Dataset entries:
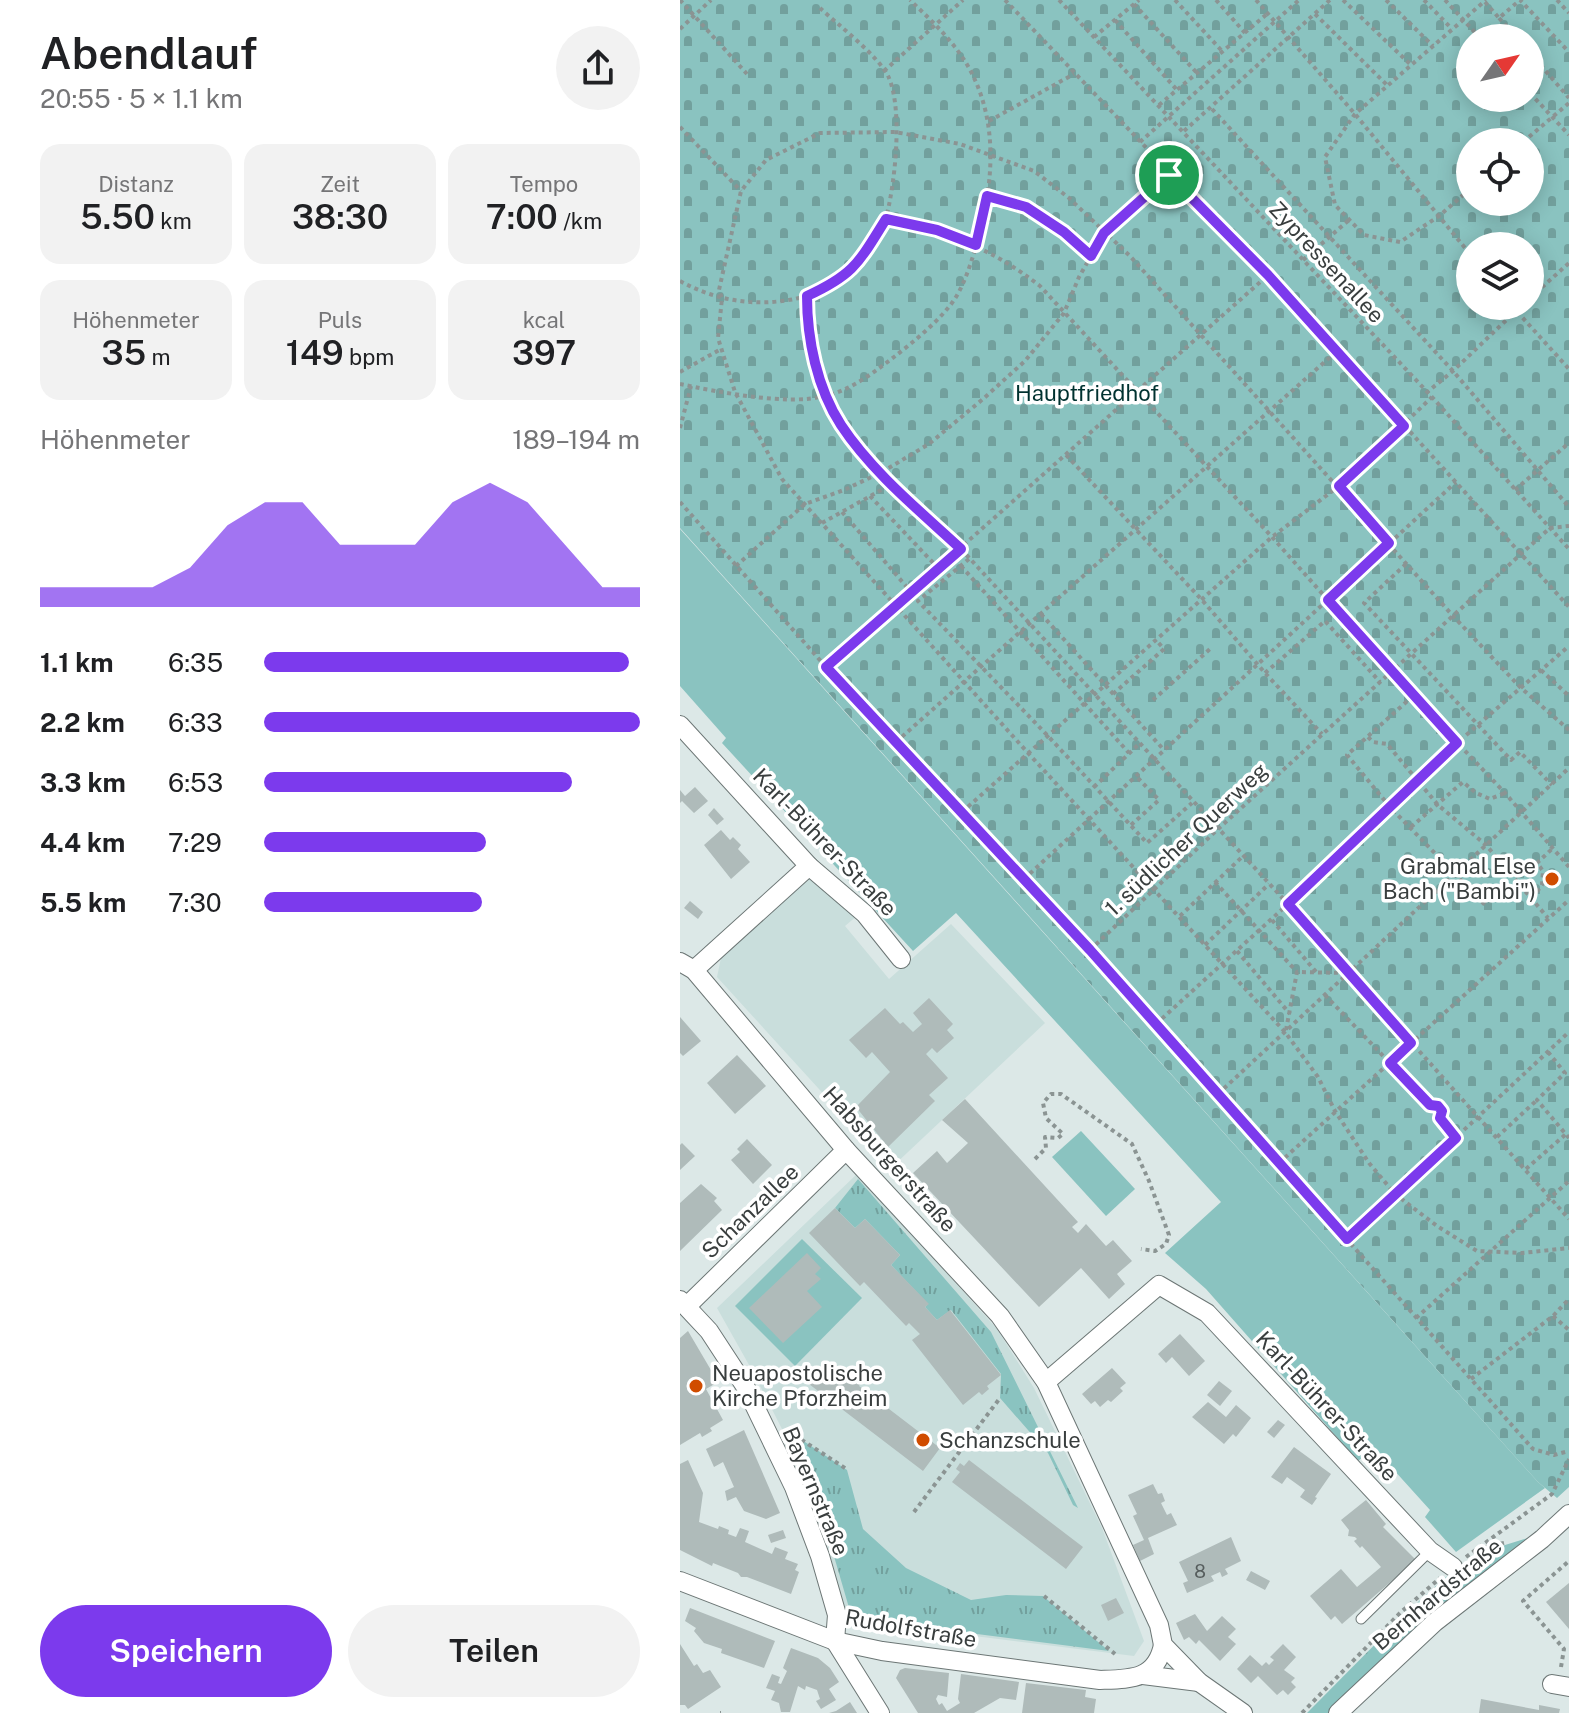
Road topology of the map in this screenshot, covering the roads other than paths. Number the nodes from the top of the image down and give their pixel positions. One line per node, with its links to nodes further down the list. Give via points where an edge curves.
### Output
1 (680, 725): 2 (street, Karl-Bührer-Straße)
2 (809, 866): 3 (street, Karl-Bührer-Straße, via 865,914); 4 (street, Habsburgerstraße)
3 (901, 959)
4 (687, 966): 5 (street, Habsburgerstraße)
5 (846, 1150): 6 (street, Schanzallee); 7 (street, Habsburgerstraße, via 1000,1316)
6 (684, 1303): 13 (street, Bayernstraße, via 738,1375 794,1487 837,1615)
7 (1046, 1382): 9 (street, Karl-Bührer-Straße, via 1159,1285 1207,1313); 14 (street, Habsburgerstraße, via 1159,1625)
8 (1569, 1514): 19 (street, Bernhardstraße, via 1435,1622)
9 (1430, 1551): 10 (street, Karl-Bührer-Straße); 12 (lane)
10 (1453, 1567)
11 (680, 1581): 13 (street, Rudolfstraße)
12 (1361, 1619)
13 (835, 1641): 15 (street, Rudolfstraße, via 1100,1680); 17 (street, Bayernstraße)
14 (1163, 1645): 15 (street, via 1160,1659); 16 (street, Habsburgerstraße)
15 (1143, 1675): 16 (street, Rudolfstraße)
16 (1199, 1682): 18 (street, Habsburgerstraße)
17 (880, 1713)
18 (1243, 1713)
19 (1338, 1713)

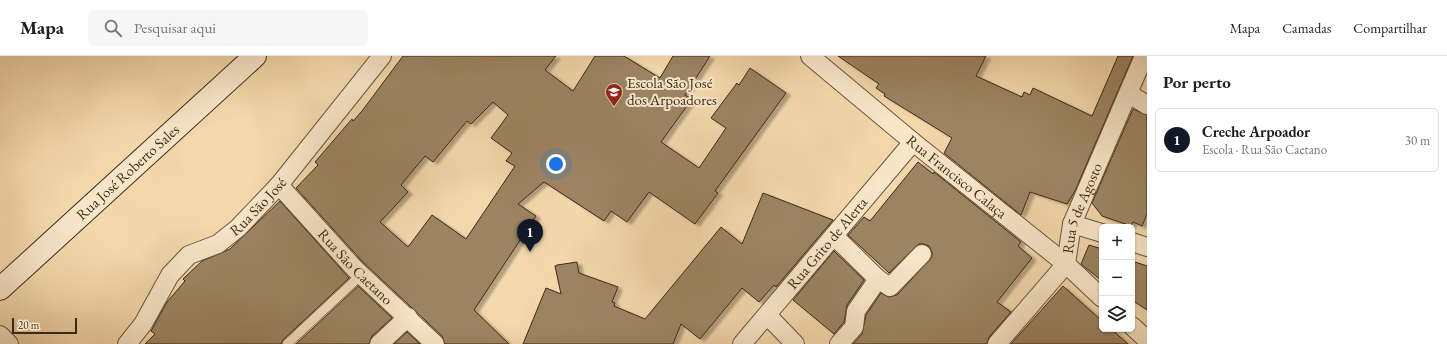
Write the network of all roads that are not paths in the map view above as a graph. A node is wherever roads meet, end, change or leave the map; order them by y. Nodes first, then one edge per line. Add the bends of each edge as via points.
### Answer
1 (254, 56) edge
2 (382, 56) edge
3 (810, 56) edge
4 (1144, 56) edge
5 (1129, 94) junction
6 (1147, 106) edge
7 (913, 142) junction
8 (279, 185) junction
9 (1072, 224) junction
10 (1099, 232) edge
11 (834, 236) junction
12 (1135, 243) edge
13 (1147, 246) edge
14 (922, 254) dead end
15 (1066, 264) junction
16 (361, 275) junction
17 (878, 279) junction
18 (0, 289) edge
19 (1100, 296) edge
20 (767, 315) junction
21 (408, 316) junction
22 (1135, 329) edge
23 (0, 335) edge
24 (1147, 340) edge
25 (9, 344) edge
26 (127, 344) edge
27 (287, 344) edge
28 (379, 344) edge
29 (435, 344) edge
30 (742, 344) edge
31 (795, 344) edge
32 (840, 344) edge
33 (997, 344) edge

1 - 18 main road, Rua José Roberto Sales
2 - 8 street, Rua São José
3 - 7 street, Rua Francisco Calaça
4 - 5 street, Rua 5 de Agosto
5 - 6 street
5 - 9 street, Rua 5 de Agosto
7 - 11 street, Rua Grito de Alerta
7 - 15 street, Rua Francisco Calaça
8 - 16 street, Rua São Caetano
8 - 26 street, Rua São José via 238,228 218,244 184,260 170,275 143,324
9 - 10 street
9 - 15 street, Rua 5 de Agosto
11 - 17 street
11 - 20 street, Rua Grito de Alerta
12 - 13 street
14 - 17 street via 890,287
15 - 19 street, Rua Francisco Calaça
15 - 33 street, Rua 5 de Agosto
16 - 21 street, Rua São Caetano
16 - 27 lane
17 - 32 street via 856,311 854,327
20 - 30 street, Rua Grito de Alerta
20 - 31 street
21 - 28 street
21 - 29 street, Rua São Caetano
22 - 24 street
23 - 25 street

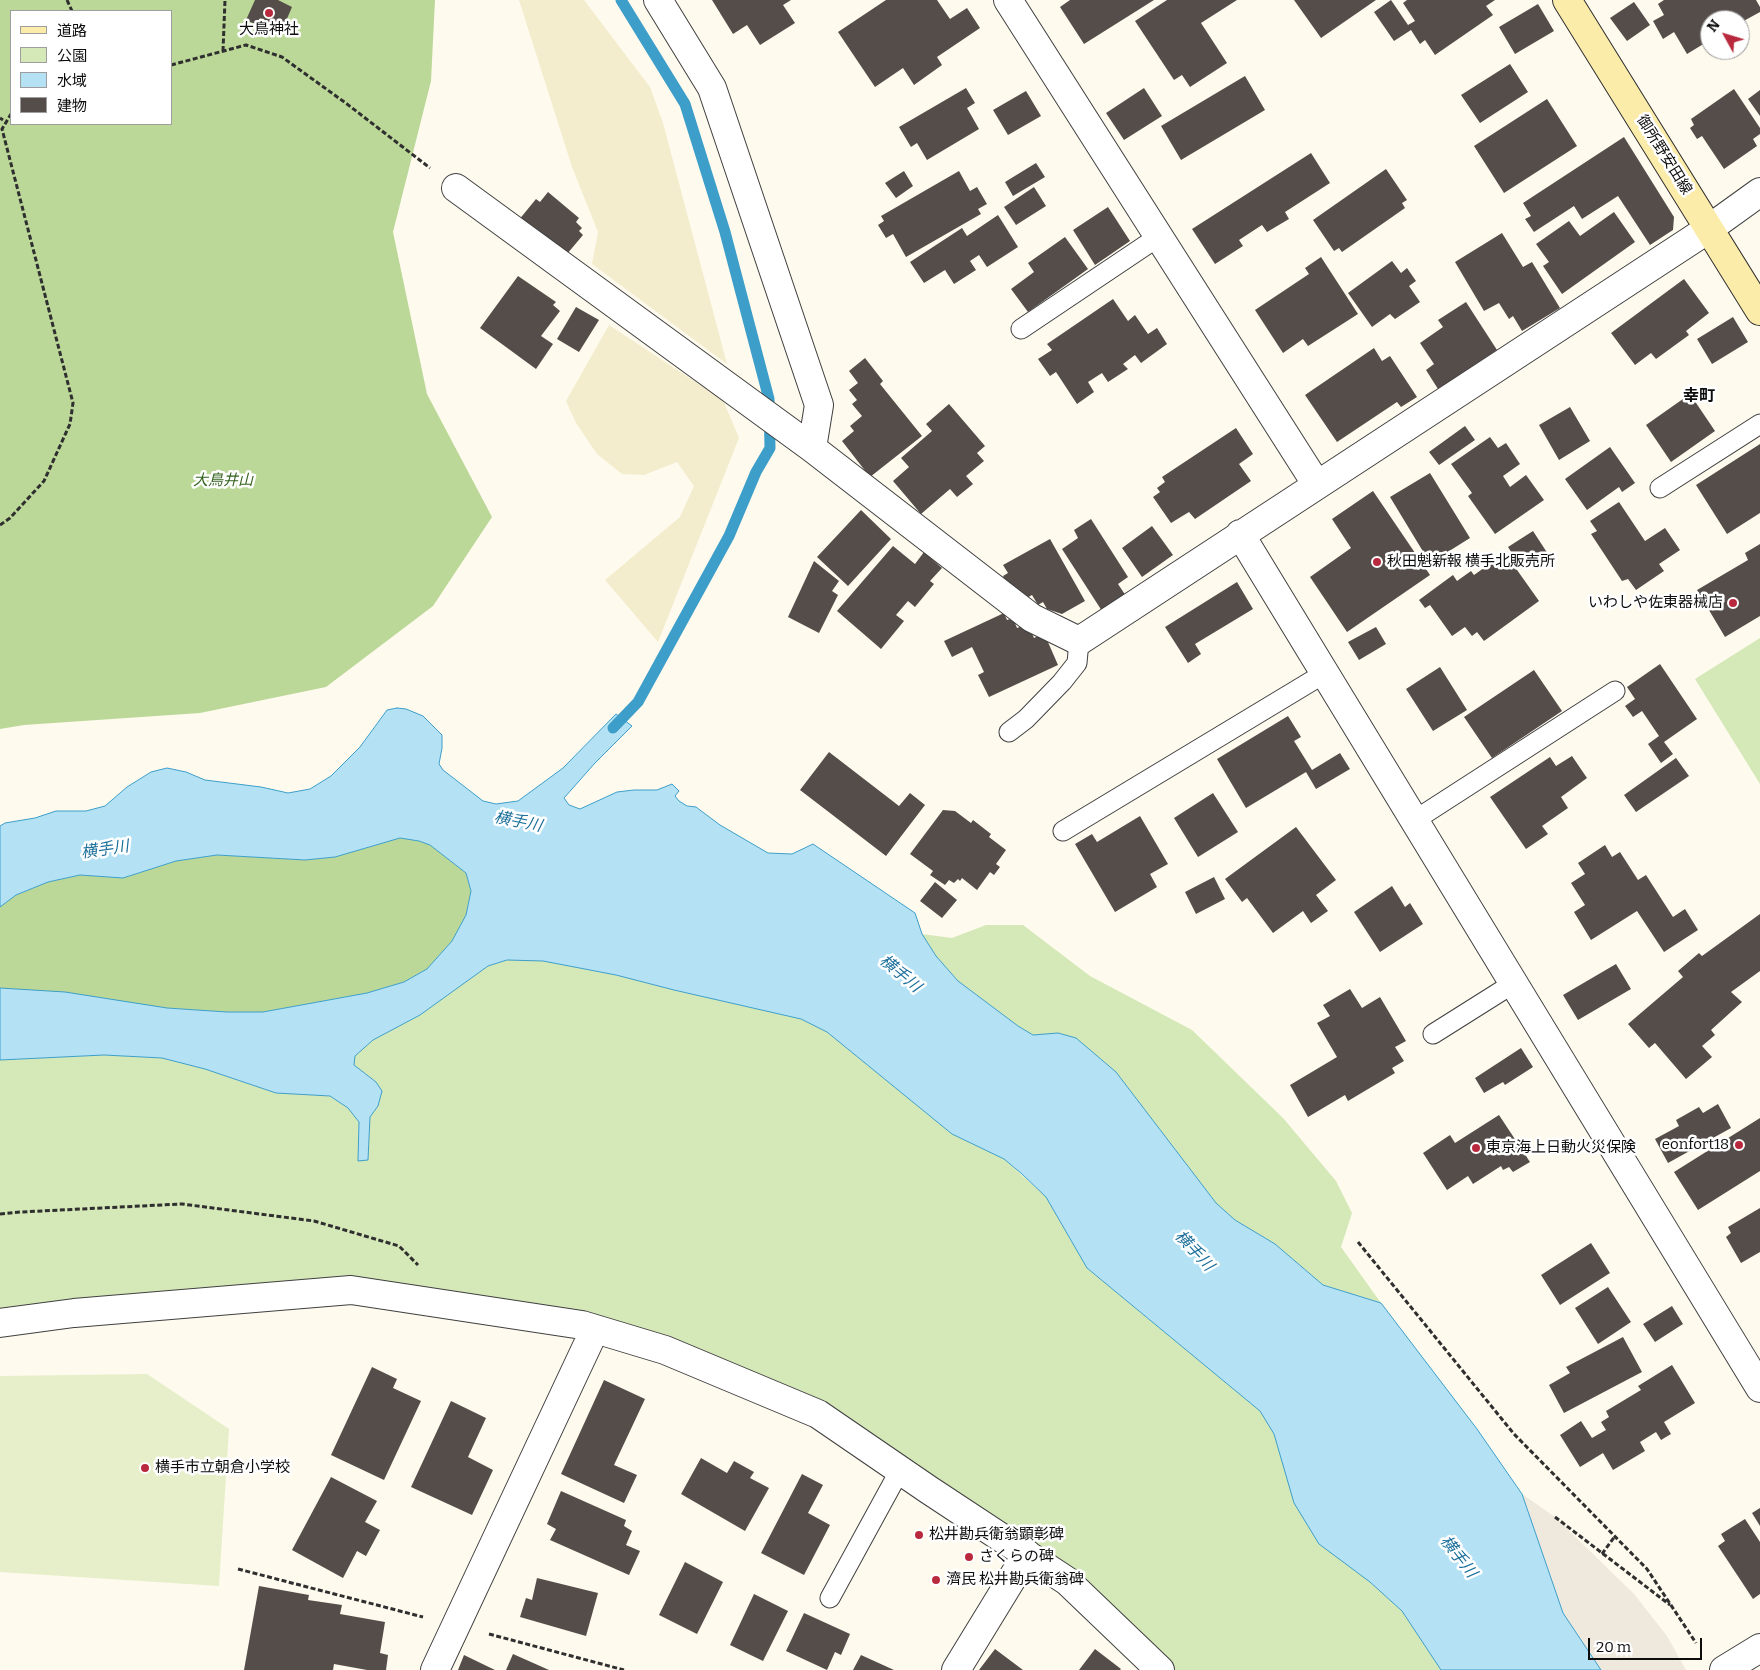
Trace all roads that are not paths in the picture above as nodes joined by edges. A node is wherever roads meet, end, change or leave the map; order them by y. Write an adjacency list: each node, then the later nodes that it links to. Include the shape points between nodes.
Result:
1 (658, 0): 11 (street, via 712,88 819,405)
2 (1008, 0): 7 (street)
3 (1567, 0): 6 (main road, 御所野安田線)
4 (456, 188): 11 (street)
5 (1760, 192): 6 (street)
6 (1710, 228): 8 (main road, 御所野安田線); 12 (street)
7 (1158, 236): 9 (lane); 12 (street)
8 (1760, 312)
9 (1021, 329)
10 (1760, 424): 13 (lane)
11 (812, 448): 15 (street, via 1032,618)
12 (1317, 485): 14 (street)
13 (1660, 488)
14 (1240, 534): 15 (street); 16 (street)
15 (1078, 641): 18 (lane, via 1077,663 1026,719)
16 (1325, 673): 19 (street); 20 (lane)
17 (1615, 691): 19 (lane)
18 (1009, 732)
19 (1415, 820): 21 (street)
20 (1063, 831)
21 (1514, 983): 22 (lane); 25 (street)
22 (1433, 1034)
23 (0, 1323): 24 (street, via 74,1313 351,1290 582,1324)
24 (595, 1329): 26 (street, via 665,1350 818,1414); 30 (street)
25 (1760, 1388)
26 (900, 1470): 27 (street); 28 (lane)
27 (1027, 1554): 31 (street); 32 (street, via 1068,1581)
28 (830, 1598)
29 (1760, 1648): 33 (street)
30 (435, 1670)
31 (956, 1670)
32 (1160, 1670)
33 (1724, 1670)

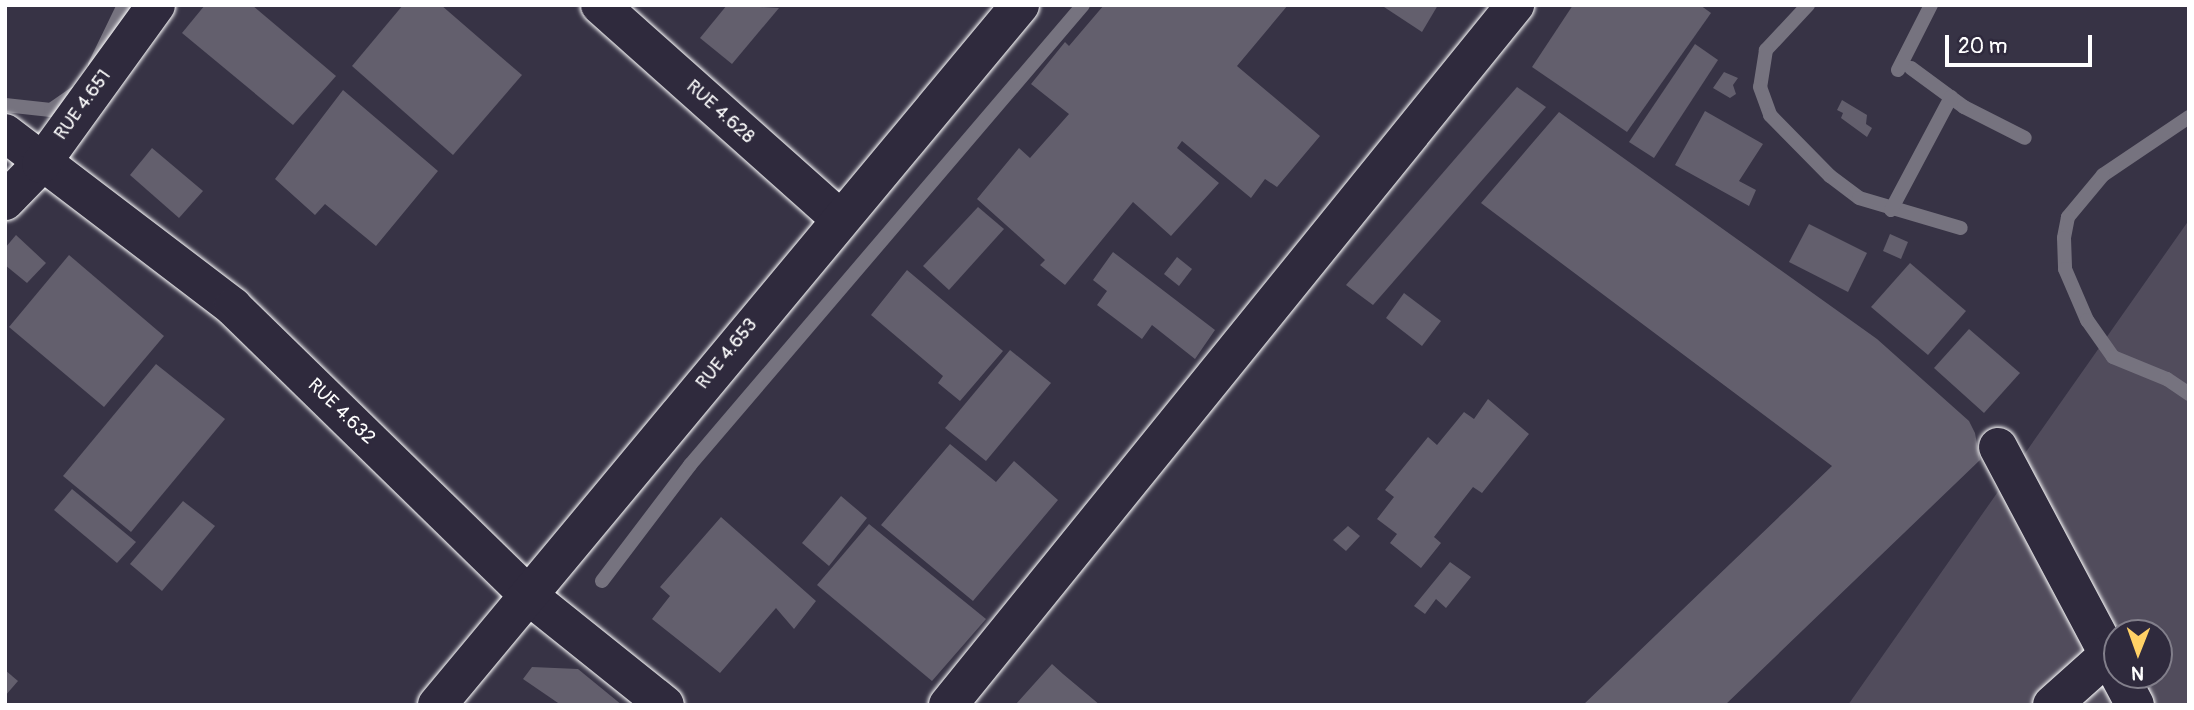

■ **BRIEF**: In the entries, find every line holding "change" and copy it.

■ **TASK RESPONSE**:
Write the network of all roads that are not paths in the map view above as a graph. A node is wherever roads meet, end, change or leave the map; order them by y. Nodes first, then one edge per line. Add the bends of each edge as via points.
Trace all roads that are not paths in the picture above as nodes joined by edges. A node is wherever roads meet, end, change or leave the map; order them by y. Write an adjacency list: each node, then the later nodes that it links to. Include the shape points between nodes.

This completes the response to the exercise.